Your objective:
From the listing below, pick out each line with the word "leaves".

* * * * * * * * *

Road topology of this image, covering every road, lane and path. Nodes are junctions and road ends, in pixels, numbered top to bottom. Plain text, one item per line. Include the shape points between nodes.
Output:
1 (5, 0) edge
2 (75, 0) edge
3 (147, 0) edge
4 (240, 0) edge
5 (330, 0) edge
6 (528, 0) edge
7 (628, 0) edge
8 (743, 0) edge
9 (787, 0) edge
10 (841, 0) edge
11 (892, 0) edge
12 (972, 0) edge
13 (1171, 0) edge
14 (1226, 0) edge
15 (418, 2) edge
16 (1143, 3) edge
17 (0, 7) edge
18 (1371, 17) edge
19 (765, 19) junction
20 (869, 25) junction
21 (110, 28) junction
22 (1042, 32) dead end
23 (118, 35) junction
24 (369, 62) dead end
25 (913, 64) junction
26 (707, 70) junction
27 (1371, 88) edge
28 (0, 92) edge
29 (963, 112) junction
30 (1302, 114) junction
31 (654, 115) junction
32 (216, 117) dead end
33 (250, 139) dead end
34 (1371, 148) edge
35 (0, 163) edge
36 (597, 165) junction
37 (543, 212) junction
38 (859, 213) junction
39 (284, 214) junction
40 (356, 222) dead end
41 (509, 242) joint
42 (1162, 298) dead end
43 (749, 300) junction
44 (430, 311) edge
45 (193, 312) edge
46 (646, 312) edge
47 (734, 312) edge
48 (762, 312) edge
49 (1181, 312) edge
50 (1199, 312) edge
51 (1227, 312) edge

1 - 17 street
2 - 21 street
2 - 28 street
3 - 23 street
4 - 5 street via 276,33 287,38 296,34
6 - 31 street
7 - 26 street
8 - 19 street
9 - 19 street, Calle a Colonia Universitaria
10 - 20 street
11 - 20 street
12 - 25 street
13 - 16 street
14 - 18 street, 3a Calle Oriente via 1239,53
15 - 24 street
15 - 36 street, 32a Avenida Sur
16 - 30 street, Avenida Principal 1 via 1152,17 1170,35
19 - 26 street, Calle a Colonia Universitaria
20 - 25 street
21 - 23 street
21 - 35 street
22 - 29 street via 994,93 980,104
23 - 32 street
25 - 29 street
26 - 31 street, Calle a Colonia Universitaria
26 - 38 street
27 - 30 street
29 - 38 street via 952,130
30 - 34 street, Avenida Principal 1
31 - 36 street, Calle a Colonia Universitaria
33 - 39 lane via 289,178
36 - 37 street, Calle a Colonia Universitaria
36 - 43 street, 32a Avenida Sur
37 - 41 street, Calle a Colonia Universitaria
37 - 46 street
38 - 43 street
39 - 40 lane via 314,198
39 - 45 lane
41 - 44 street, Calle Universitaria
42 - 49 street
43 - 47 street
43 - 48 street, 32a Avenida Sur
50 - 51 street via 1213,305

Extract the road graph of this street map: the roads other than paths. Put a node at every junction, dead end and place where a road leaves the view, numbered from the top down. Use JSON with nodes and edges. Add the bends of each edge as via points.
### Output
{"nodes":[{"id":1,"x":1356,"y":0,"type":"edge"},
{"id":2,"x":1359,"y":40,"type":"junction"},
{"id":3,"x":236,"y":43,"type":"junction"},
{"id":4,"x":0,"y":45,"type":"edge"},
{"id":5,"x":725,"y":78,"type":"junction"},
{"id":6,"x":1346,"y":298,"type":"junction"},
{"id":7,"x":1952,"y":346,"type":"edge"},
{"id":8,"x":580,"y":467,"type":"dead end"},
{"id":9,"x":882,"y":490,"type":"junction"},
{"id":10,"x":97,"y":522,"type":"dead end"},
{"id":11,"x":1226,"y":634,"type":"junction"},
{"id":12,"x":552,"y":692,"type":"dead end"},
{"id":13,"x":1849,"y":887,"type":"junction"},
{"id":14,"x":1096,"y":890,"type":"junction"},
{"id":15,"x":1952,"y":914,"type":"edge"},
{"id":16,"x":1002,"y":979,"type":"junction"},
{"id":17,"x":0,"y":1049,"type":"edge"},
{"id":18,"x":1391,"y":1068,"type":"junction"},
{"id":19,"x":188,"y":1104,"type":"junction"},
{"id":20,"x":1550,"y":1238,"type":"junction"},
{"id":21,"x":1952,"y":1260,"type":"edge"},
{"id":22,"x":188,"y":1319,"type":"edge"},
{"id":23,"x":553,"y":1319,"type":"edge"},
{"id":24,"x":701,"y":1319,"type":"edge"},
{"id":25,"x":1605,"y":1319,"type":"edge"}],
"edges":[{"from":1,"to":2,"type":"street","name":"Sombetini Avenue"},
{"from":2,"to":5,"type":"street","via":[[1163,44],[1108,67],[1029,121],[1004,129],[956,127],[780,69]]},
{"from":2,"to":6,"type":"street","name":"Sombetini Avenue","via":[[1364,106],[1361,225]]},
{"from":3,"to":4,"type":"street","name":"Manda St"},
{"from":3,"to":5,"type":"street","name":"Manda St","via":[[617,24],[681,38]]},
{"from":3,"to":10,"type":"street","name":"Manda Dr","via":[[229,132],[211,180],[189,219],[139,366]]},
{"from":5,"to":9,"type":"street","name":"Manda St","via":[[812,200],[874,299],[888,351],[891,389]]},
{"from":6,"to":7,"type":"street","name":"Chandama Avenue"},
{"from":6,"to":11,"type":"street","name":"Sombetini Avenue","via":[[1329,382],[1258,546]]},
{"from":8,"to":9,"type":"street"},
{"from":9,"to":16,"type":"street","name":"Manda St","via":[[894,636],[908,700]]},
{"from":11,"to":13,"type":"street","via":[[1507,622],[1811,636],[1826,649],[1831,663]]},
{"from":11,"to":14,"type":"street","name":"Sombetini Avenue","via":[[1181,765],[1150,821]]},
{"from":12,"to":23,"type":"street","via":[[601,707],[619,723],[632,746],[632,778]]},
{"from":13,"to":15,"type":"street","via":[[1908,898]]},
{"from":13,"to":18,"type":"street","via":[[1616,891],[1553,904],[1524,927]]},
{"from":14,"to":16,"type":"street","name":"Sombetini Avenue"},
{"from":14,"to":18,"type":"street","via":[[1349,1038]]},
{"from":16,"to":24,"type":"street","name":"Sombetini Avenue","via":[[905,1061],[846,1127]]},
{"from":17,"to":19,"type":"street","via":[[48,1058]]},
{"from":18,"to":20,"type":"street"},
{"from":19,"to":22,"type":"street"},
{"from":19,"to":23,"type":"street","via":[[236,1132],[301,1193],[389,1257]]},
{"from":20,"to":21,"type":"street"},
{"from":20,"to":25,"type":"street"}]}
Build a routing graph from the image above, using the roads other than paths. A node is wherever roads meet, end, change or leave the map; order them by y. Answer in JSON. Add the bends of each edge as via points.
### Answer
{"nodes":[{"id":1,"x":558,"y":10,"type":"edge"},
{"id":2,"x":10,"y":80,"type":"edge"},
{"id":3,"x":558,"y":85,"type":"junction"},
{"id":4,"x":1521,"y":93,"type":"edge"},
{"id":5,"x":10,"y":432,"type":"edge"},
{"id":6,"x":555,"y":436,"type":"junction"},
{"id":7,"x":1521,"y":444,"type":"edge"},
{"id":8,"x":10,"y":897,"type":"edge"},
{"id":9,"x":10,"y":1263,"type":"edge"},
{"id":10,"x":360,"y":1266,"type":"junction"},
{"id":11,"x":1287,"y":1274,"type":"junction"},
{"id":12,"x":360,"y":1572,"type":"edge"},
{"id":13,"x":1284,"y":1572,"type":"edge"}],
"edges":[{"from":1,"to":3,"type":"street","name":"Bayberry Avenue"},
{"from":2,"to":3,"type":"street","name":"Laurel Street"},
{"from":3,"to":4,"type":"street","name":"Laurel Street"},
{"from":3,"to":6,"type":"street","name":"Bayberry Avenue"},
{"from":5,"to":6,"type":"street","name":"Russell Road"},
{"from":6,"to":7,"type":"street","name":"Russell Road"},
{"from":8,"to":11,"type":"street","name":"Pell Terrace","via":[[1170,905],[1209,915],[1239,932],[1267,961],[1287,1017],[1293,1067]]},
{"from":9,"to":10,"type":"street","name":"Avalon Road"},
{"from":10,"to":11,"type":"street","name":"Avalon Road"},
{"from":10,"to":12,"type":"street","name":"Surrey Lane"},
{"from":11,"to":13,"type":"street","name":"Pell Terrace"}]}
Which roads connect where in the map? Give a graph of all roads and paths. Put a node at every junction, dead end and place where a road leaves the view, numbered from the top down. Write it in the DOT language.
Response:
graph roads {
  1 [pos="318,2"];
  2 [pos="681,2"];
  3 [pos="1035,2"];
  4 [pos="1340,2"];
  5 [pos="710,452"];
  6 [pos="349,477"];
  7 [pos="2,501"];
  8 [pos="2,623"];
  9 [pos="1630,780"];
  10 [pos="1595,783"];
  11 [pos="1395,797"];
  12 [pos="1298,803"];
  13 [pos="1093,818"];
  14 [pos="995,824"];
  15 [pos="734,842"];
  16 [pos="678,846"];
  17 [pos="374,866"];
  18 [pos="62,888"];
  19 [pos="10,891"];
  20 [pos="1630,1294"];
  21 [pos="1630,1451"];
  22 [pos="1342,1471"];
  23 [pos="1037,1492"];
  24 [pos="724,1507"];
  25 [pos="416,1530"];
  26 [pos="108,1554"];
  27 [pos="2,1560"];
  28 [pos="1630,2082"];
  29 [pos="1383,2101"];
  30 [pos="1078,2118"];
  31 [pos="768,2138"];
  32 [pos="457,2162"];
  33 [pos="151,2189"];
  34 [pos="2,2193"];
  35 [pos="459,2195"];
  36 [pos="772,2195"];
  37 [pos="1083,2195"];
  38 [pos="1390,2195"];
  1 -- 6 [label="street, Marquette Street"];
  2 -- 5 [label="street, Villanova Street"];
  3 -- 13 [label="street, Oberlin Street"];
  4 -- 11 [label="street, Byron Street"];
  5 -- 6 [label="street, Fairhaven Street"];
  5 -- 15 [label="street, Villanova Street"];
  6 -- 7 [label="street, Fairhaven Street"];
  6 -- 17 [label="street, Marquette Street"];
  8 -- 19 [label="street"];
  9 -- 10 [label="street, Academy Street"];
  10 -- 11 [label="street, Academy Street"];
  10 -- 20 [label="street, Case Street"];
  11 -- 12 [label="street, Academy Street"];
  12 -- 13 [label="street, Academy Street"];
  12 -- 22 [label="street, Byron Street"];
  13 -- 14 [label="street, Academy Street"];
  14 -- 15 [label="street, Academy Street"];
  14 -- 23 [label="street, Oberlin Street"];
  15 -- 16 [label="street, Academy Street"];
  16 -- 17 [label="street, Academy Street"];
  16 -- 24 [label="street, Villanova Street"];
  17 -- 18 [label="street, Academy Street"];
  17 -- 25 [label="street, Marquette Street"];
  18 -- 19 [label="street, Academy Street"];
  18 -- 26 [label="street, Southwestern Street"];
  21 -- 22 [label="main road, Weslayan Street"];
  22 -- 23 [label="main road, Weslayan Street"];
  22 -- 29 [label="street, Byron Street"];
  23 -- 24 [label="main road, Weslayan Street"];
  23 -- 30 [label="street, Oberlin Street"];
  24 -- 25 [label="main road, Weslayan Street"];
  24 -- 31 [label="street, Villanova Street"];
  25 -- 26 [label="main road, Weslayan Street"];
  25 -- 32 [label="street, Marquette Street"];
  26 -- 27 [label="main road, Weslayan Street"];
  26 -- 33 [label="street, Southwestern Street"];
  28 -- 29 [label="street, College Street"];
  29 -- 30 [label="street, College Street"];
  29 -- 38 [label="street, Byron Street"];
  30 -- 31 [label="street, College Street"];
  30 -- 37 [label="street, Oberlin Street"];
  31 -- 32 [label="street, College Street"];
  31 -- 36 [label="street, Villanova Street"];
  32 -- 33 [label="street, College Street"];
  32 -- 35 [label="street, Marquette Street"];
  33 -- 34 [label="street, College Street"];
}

* * * * * * * * *

Answer area:
Extract the road graph of this street map: the roads other than paths. Put a node at every junction, dead end and place where a road leaves the view, numbered from the top down. Use JSON with nodes and edges. Add the bends of each edge as via points.
Which roads connect where in the map? Give a graph of all roads and paths. Put a node at every junction, dead end and place where a road leaves the view, numbered from the top down. Write it in the DOT language.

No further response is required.